JIM HAROLD: One thing I love about that racetrack UAP report or reports is that it seems like pilots are getting more involved. Do you feel that pilots are becoming more open to speaking out on what they see? Because to me, they could be some of the best witnesses, potentially.

CHRISSY NEWTON: I agree. I really do. This is the trouble that we have. If they can’t identify Starlink, then it makes them almost uncredible. It can make them look that way even though they’re not. We don’t want to do that to our pilots. I believe that they’re the most credible, and I’m seeing and hearing that more pilots are coming forward, going, “I’m having experiences.” Before, they obviously didn’t want to lose their wings and they didn’t want to be grounded.

Mark Halsey told me something in my interview which I thought was really interesting: even just a basic civilian report could ground you for weeks on end or days on end, and potentially months depending on how bad it is. So even that basic one civilian report can change everything for a pilot’s life, and that’s scary. It’s really, really scary. Even just that, not just looking at in a larger scope of seeing a UFO – anything. So no wonder they don’t want to talk about anything that they feel they’ve seen or related to themselves personally.

Hopefully we’re going to see that’s going to change. Ryan Graves – I forget the name of the committee that he’s chairing right now, but he’s looking into safety and other people are championing pilots to give them some form of protection. We have whistleblower protection going forward; then we obviously need to have some pilot protection as part of that as well. I think those conversations are being had.

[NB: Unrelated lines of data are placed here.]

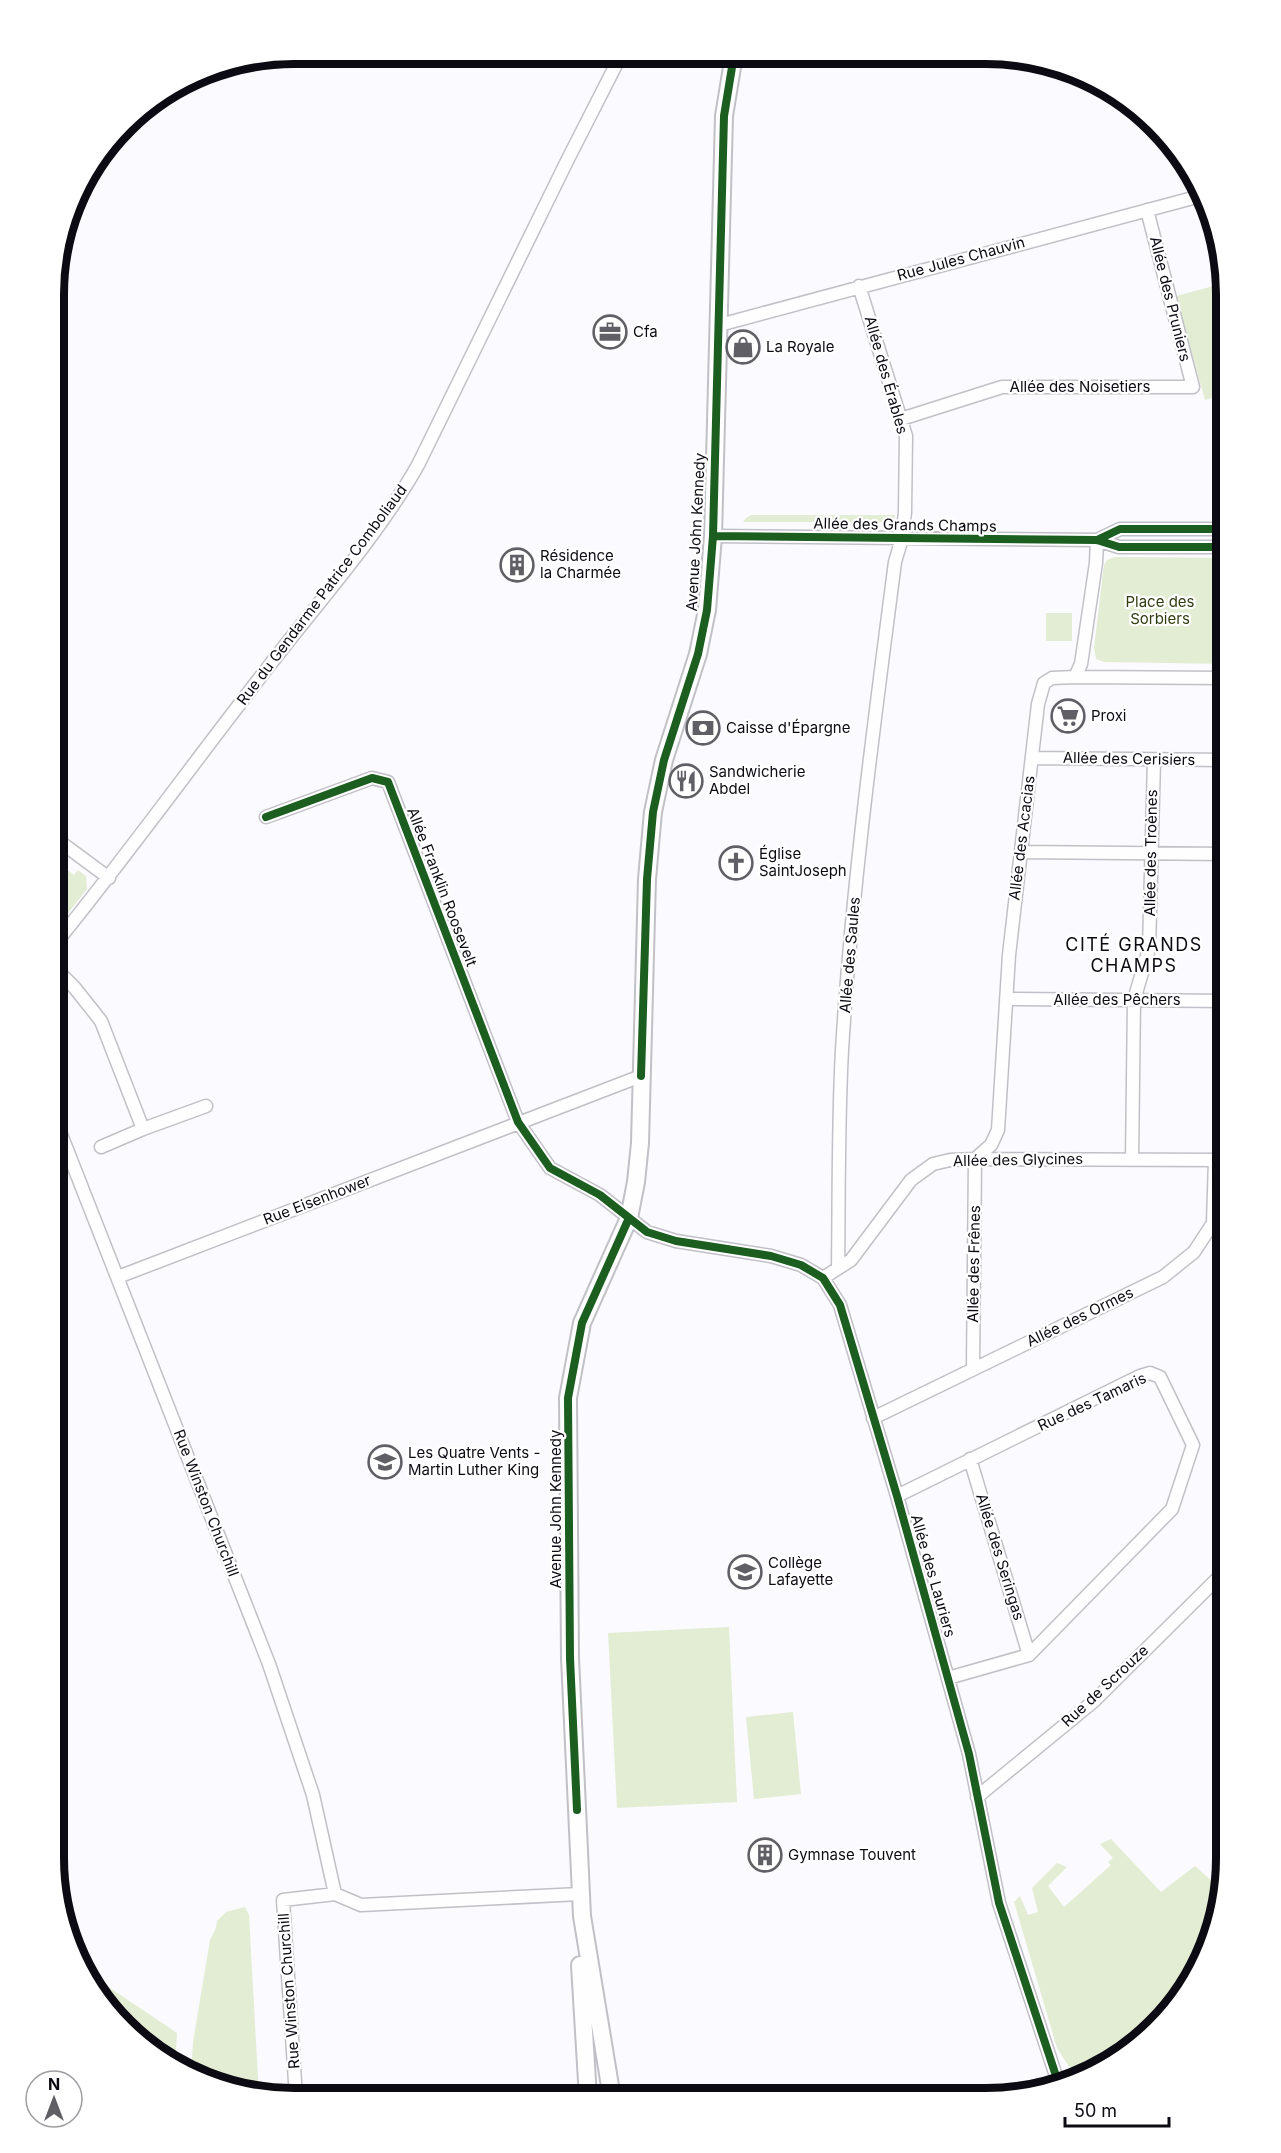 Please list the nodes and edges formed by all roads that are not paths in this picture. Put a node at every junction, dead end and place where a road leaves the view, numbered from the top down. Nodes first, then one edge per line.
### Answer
1 (616, 64) edge
2 (733, 64) edge
3 (1195, 197) edge
4 (1148, 210) junction
5 (860, 286) junction
6 (718, 323) junction
7 (1193, 387) joint
8 (901, 419) junction
9 (1216, 529) edge
10 (713, 536) junction
11 (902, 538) junction
12 (1097, 540) junction
13 (1216, 547) edge
14 (1075, 677) junction
15 (1216, 678) edge
16 (1032, 758) junction
17 (1154, 760) junction
18 (1216, 760) edge
19 (266, 817) dead end
20 (64, 845) edge
21 (1021, 852) junction
22 (1151, 853) junction
23 (1216, 854) edge
24 (109, 878) junction
25 (64, 933) edge
26 (64, 977) edge
27 (1006, 999) junction
28 (1134, 1000) junction
29 (1216, 1001) edge
30 (641, 1076) junction
31 (206, 1106) dead end
32 (518, 1122) junction
33 (143, 1129) junction
34 (64, 1142) edge
35 (101, 1147) dead end
36 (975, 1159) junction
37 (1131, 1160) junction
38 (1216, 1160) edge
39 (1216, 1199) edge
40 (629, 1218) junction
41 (838, 1268) junction
42 (118, 1277) junction
43 (823, 1278) junction
44 (973, 1369) junction
45 (873, 1418) junction
46 (970, 1459) junction
47 (897, 1496) junction
48 (1216, 1580) edge
49 (1029, 1655) junction
50 (948, 1678) junction
51 (977, 1797) junction
52 (334, 1894) junction
53 (580, 1894) junction
54 (582, 1916) junction
55 (1056, 2077) edge
56 (295, 2088) edge
57 (587, 2088) edge
58 (610, 2088) edge

1 - 24 street, Rue du Gendarme Patrice Comboliaud
2 - 6 main road, Avenue John Kennedy
3 - 4 street, Rue Jules Chauvin
4 - 5 street, Rue Jules Chauvin
4 - 7 street, Allée des Pruniers
5 - 6 street, Rue Jules Chauvin
5 - 8 street, Allée des Érables
6 - 10 main road, Avenue John Kennedy
7 - 8 street, Allée des Noisetiers
8 - 11 street, Allée des Érables
9 - 12 street, Allée des Grands Champs
10 - 11 street, Allée des Grands Champs
10 - 30 main road, Avenue John Kennedy
11 - 12 street, Allée des Grands Champs
11 - 41 street, Allée des Saules
12 - 13 street, Allée des Grands Champs
12 - 14 street
14 - 15 street
14 - 16 street, Allée des Acacias
16 - 17 street, Allée des Cerisiers
16 - 21 street, Allée des Acacias
17 - 18 street, Allée des Cerisiers
17 - 22 street, Allée des Troènes
19 - 32 street, Allée Franklin Roosevelt
20 - 24 street
21 - 22 street
21 - 27 street, Allée des Acacias
22 - 23 street
22 - 28 street, Allée des Troènes
24 - 25 street, Rue du Gendarme Patrice Comboliaud
26 - 33 street
27 - 28 street, Allée des Pêchers
27 - 36 street, Allée des Acacias
28 - 29 street, Allée des Pêchers
28 - 37 street, Allée des Troènes
30 - 32 street, Rue Eisenhower
30 - 40 main road, Avenue John Kennedy
31 - 33 street
32 - 40 street
32 - 42 street, Rue Eisenhower
33 - 35 street
34 - 42 street, Rue Winston Churchill
36 - 37 street, Allée des Glycines
36 - 41 street, Allée des Glycines
36 - 44 street, Allée des Frênes
37 - 38 street, Allée des Glycines
39 - 44 street, Allée des Ormes
40 - 43 street, Allée des Lauriers
40 - 53 main road, Avenue John Kennedy
41 - 43 street, Allée des Glycines
42 - 52 street, Rue Winston Churchill
43 - 45 street, Allée des Lauriers
44 - 45 street, Allée des Ormes
45 - 47 street, Allée des Lauriers
46 - 47 street, Rue des Tamaris
46 - 49 street, Allée des Seringas
46 - 49 street, Rue des Tamaris
47 - 50 street, Allée des Lauriers
48 - 51 street, Rue de Scrouze
49 - 50 street, Rue des Tamaris
50 - 51 street, Allée des Lauriers
51 - 55 street, Allée des Lauriers
52 - 53 street, Rue Winston Churchill
52 - 56 street, Rue Winston Churchill
53 - 54 main road, Avenue John Kennedy
54 - 57 main road, Avenue John Kennedy
54 - 58 main road, Avenue John Kennedy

JIM HAROLD: One of my favorite accounts – because again, I buy into that idea that the pilot is going to be one of your best witnesses. First of all, when you think about a pilot, they’re very vetted, they’re experienced, they’re trained to understand what another fixed wing aircraft looks like; many of them come from the military, so they’re familiar with the signature of military aviation and those things. But President Obama’s pilot, I think on his first campaign, before he was president – I believe his name was Andy Danziger – he reported, not while he was flying Obama, but previously having experienced this incredible UFO experience.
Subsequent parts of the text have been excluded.